Clash of two competing visions of Tibet
China has vehemently insisted that the Dalai Lama’s successor will be born in the PRC and that the process of finding him must be with the approval of Chinese authorities. For China, the reincarnation and succession of religious figures are not simple matters of tradition. It is about China’s sovereign claim over Tibet.
China has tightened its control over Tibet with continuous investment in enhancing its capabilities to exercise control over the Tibetan population. However, that grip remains slippery due to the lack of wider legitimacy of its rule among the Tibetan populace. A deal with the Dalai Lama may help China to make up for its legitimacy deficit.

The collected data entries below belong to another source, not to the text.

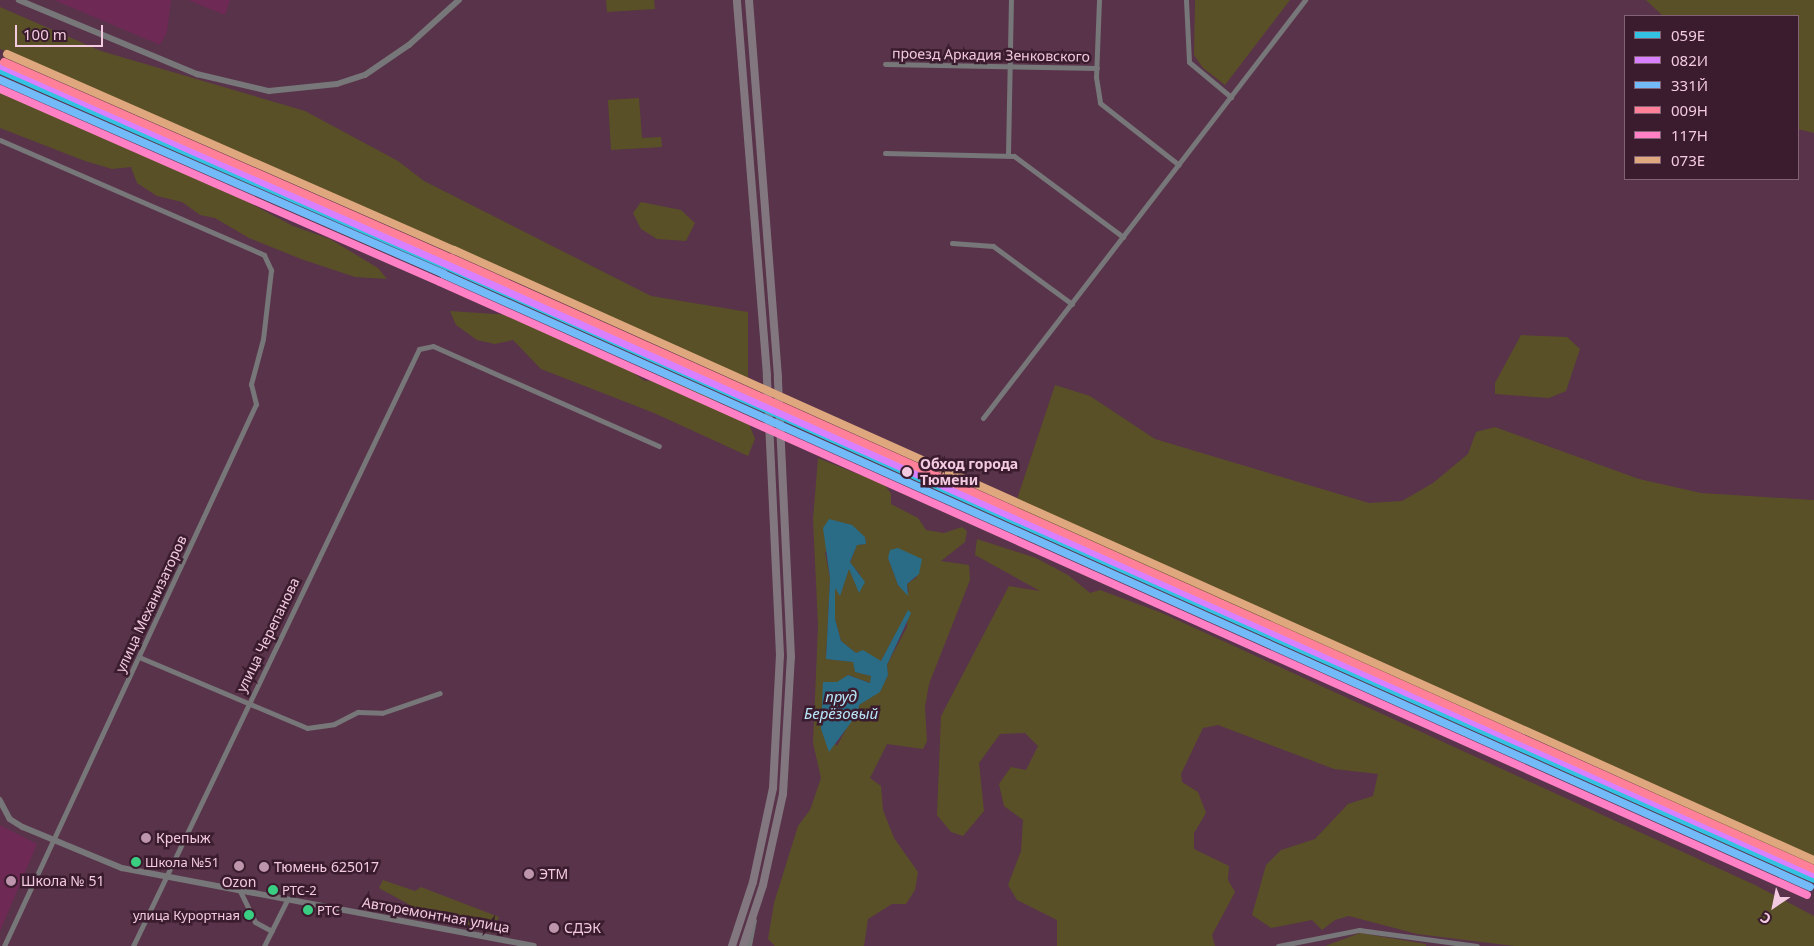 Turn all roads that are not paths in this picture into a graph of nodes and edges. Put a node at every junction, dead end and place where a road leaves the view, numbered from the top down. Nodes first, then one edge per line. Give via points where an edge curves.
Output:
1 (19, 0) edge
2 (459, 0) edge
3 (737, 0) edge
4 (749, 0) edge
5 (1011, 0) edge
6 (1099, 0) edge
7 (1186, 0) edge
8 (1305, 0) edge
9 (884, 64) dead end
10 (1009, 67) junction
11 (1096, 68) junction
12 (1230, 97) junction
13 (0, 140) edge
14 (885, 153) dead end
15 (1008, 154) junction
16 (1179, 165) junction
17 (1124, 237) junction
18 (952, 243) dead end
19 (1072, 304) junction
20 (984, 418) dead end
21 (659, 446) dead end
22 (139, 656) junction
23 (440, 693) dead end
24 (248, 702) junction
25 (0, 800) edge
26 (54, 841) junction
27 (166, 876) junction
28 (240, 890) junction
29 (287, 900) junction
30 (755, 911) junction
31 (272, 932) junction
32 (4, 946) edge
33 (133, 946) edge
34 (264, 946) edge
35 (534, 946) edge
36 (731, 946) edge
37 (743, 946) edge
38 (749, 946) edge
39 (1278, 946) edge
40 (1477, 946) edge

1 - 2 street via 215,80 269,91 337,84 365,75 409,45
3 - 36 highway via 767,376 780,611 778,740 767,820 740,927
4 - 30 highway via 783,454 791,648 789,741 777,823
5 - 10 street
6 - 11 street
7 - 12 street via 1189,62
8 - 12 street
9 - 10 street, проезд Аркадия Зенковского
10 - 11 street, проезд Аркадия Зенковского
10 - 15 street
11 - 16 street via 1100,103
12 - 16 street
13 - 22 street, улица Механизаторов via 220,236 269,261 270,297 251,384 256,404
14 - 15 street
15 - 17 street
16 - 17 street
17 - 19 street
18 - 19 street via 993,246
19 - 20 street
21 - 24 street, улица Черепанова via 433,346 419,349
22 - 24 street
22 - 26 street, улица Механизаторов
23 - 24 street via 382,713 358,712 334,724 306,728
24 - 27 street, улица Черепанова
25 - 26 street, Авторемонтная улица via 10,818
26 - 27 street, Авторемонтная улица via 103,862
26 - 32 street, улица Механизаторов
27 - 28 street, Авторемонтная улица
27 - 33 street, улица Черепанова
28 - 29 street, Авторемонтная улица
28 - 31 street via 255,922
29 - 31 street
29 - 35 street, Авторемонтная улица
30 - 37 highway
30 - 38 street
31 - 34 street
39 - 40 street via 1358,930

Years of dialogue between Chinese authorities and the Dalai Lama’s representatives have yielded no substantial results – it is low-ranking officials from the bureau handling ethnic minorities within the Communist Party’s United Front Work Department that constitute the Chinese negotiating team. Thus, the Communist Party’s ideological and institutional rigidity, that any religious figure cannot operate outside the purview of the Communist Party’s ideological and organisational folds, is a significant barrier to making a deal with the Tibetan exiles. Add to this, accepting ideologically driven Tibetan exiles may be even difficult.

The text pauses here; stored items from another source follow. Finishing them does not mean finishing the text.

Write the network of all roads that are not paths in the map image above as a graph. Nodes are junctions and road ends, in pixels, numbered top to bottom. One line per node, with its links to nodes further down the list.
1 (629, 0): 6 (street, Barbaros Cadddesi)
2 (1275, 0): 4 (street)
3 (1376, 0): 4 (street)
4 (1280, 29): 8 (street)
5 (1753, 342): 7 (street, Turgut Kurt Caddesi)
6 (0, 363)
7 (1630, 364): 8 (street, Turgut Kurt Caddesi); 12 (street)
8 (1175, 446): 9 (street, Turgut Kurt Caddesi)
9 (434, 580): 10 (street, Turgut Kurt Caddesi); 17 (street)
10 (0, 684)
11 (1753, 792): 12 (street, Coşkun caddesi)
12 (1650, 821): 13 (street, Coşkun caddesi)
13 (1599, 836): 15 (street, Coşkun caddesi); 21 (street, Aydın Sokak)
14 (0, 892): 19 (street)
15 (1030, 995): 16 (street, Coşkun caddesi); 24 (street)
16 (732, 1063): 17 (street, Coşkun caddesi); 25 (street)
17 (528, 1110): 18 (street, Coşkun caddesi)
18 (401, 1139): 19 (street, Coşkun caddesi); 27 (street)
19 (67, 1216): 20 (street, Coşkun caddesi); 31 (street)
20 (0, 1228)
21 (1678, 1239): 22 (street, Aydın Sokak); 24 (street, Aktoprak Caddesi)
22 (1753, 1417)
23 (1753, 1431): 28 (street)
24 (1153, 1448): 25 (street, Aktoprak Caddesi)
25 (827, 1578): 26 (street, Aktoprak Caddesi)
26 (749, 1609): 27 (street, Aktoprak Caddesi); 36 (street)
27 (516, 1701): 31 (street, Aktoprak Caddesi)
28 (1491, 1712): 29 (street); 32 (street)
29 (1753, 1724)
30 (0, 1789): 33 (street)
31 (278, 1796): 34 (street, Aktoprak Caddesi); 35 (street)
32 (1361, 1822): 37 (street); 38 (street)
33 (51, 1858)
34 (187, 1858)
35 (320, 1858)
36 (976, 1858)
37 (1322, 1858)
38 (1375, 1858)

Further, the Dalai Lama has stated in his latest autobiography, Voice for the Voiceless, that he aims to achieve a “democratic Tibet” within the ambit of the PRC, which presumes some political reforms in China. The implication that such reforms are required itself poses an existential and ideological challenge to the Communist Party’s rule. Furthermore, he states his successor will be born in “the free world”. This approach is not new, but it clashes with an increasingly hardened approach by China in Tibet, especially in the post-2008 period, where it has doubled down on creating Zhonghua minzu, a unified Chinese national identity, which constrains the political space for compromises. Complicating these dynamics is the rise of Han nationalism, which sustains the idea of a unified nation-state, which makes any articulations of Tibetan identity, even within the legal parameters of the Chinese constitution, difficult and a challenge to China’s sovereignty in Tibet.
For the Dalai Lama and the exiled Tibetans, choosing his successor is a case of hope for “meaningful autonomy”. However, all odds seem to be against them. While China has tightened its grip on Tibet, selective support from the international community, particularly the United States, has also blunted pressure on the PRC.

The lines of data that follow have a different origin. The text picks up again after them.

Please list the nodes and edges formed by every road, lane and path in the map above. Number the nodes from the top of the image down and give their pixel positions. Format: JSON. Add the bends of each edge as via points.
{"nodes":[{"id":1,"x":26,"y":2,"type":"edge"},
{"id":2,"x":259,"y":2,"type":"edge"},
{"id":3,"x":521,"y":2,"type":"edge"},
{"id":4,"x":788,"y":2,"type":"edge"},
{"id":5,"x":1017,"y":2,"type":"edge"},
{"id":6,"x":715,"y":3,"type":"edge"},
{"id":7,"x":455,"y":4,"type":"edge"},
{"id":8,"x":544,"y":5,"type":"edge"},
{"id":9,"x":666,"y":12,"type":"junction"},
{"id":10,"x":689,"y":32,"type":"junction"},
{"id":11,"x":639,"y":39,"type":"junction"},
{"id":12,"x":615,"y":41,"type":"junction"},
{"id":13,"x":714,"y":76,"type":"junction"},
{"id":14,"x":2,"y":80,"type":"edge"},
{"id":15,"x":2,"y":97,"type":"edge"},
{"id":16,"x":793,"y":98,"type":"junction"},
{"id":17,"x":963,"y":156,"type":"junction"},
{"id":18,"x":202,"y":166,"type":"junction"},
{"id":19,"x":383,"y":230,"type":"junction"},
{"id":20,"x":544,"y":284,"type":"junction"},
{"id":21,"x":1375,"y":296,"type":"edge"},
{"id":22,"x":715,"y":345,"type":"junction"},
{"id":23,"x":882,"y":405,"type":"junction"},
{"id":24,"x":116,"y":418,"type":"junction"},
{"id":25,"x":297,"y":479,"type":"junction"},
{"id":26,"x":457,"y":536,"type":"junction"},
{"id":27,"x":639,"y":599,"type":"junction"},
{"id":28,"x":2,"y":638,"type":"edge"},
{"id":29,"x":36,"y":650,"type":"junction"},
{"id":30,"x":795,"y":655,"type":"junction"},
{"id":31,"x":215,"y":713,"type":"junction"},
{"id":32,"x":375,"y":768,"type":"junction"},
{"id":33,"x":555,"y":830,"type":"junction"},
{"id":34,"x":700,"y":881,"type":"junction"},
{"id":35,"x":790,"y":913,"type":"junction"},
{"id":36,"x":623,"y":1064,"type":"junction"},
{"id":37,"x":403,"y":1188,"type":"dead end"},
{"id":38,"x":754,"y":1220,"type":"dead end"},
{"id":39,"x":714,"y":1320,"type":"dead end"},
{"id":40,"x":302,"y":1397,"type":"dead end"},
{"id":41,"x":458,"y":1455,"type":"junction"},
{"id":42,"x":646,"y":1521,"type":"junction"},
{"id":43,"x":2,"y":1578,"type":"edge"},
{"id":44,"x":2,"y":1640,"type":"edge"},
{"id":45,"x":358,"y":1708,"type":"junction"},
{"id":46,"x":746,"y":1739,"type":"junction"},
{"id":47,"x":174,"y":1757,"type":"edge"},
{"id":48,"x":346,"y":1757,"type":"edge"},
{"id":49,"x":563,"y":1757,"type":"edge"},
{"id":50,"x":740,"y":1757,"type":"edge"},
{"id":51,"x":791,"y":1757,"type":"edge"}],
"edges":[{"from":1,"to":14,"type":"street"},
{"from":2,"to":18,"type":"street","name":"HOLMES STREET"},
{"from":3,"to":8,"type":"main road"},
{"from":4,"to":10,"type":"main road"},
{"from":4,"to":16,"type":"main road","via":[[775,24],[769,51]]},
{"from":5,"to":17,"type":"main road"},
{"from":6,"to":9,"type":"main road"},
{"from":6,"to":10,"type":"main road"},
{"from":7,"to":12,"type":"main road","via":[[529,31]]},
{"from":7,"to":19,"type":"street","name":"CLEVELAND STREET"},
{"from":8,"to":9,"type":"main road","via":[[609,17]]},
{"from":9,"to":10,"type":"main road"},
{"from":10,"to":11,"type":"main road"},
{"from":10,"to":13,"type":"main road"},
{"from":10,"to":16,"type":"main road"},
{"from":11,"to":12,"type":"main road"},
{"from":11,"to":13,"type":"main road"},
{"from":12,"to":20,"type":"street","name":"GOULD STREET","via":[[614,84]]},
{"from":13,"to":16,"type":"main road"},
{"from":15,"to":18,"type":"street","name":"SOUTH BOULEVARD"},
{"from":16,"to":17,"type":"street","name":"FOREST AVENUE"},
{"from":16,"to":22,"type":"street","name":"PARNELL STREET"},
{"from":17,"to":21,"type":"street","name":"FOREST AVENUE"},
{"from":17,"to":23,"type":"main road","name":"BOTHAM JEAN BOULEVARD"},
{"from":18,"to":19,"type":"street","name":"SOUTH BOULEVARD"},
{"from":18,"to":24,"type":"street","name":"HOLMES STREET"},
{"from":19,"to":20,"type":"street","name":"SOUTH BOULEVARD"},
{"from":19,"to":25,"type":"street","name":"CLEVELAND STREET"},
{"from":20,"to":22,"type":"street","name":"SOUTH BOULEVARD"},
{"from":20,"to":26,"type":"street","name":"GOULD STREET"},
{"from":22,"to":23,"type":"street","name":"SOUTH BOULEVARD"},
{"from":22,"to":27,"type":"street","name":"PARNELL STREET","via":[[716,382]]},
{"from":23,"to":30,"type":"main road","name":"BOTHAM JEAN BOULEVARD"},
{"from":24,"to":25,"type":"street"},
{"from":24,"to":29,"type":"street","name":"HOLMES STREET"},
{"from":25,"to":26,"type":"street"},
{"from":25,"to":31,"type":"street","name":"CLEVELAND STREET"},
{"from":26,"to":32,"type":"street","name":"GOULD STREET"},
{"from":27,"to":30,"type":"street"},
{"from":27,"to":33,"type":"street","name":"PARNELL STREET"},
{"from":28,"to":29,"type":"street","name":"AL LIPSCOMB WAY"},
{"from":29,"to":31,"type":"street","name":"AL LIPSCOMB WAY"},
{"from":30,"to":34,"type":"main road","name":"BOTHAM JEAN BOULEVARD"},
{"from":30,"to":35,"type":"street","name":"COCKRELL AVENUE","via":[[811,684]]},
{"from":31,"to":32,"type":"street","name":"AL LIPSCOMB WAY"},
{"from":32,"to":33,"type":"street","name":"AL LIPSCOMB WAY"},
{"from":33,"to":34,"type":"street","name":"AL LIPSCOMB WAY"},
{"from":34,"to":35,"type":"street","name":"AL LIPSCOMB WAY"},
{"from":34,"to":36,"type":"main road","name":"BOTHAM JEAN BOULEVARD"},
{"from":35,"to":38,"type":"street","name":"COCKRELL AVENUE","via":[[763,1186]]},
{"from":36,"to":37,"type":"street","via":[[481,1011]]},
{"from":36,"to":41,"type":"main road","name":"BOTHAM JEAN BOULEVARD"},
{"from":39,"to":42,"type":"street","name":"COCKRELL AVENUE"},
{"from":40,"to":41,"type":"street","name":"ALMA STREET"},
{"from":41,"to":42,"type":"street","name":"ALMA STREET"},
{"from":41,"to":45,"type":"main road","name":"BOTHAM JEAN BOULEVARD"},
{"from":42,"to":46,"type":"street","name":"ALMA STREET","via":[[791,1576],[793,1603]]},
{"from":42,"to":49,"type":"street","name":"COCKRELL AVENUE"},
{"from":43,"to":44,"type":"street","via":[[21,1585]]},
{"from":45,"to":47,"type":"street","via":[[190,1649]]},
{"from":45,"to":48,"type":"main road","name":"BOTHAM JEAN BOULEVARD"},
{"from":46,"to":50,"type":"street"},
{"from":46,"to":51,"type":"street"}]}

Tibet remains a political issue, however, and political solutions to such problems can always be a possibility and are perhaps the only long-term paths to resolve complexities of this scale. One key factor facilitating such political solutions is how Tibetans inside the PRC respond. In particular, ethnic Tibetan leadership within the PRC may be a potential factor, strengthening the hands of the Chinese central leadership. Take, for example, the case of the recognition of the 11th Panchen Lama in the early 1990s. It took five years to recognise two alternative Panchen Lamas after the 10th Panchen Lama died in May 1989. Initially, the Chinese government were open to the choices made by the Dalai Lama, but provincial ethnic Tibetan leaders opposed that choice, and the rest is history.
The dynamics have changed with a new generation of ethnic Tibetan leaders taking over from leaders in the 1990s who emerged during radical and politically chaotic periods such as the Cultural Revolution (1966-1976). The new generations of Tibetan officials are ideologically agnostic and more likely to go with the choices of central leadership, thus freeing the latter’s hands if they decide to make a deal with the exile community.
Options for India
In all likelihood, the search for the Dalai Lama’s successor will be a long-drawn affair. What happens during that period will have consequences for Tibetans within and outside the PRC and, more importantly, for India. While the Dalai Lama has hinted at three possibilities over a period, i.e., reincarnation, no reincarnation, and emanation. Regardless of his choice, the PRC has insisted that there will be his successor.
India is faced with a difficult choice. India recognised Tibet as a part of Chinese territory in 2003. Despite that, what happens in Tibet and to the institution of the Dalai Lama directly impacts India. It shares a disputed border with Tibet, with China’s irredentist claims over Indian territory hinging upon Chinese historical claims over Tibet. Moreover, not only does India have a large Tibetan diaspora, but large sections of the population in the Indian Himalayas follow various strands of Tibetan Buddhism.
Above all, humanitarian concerns have driven India’s policy towards Tibet since the 1950s rather than using it as a “card” to settle geopolitical scores. Consistent with this, India has stated in the past that China needs to resolve the root causes of the Tibetan grievance, such as during the 2008 protests.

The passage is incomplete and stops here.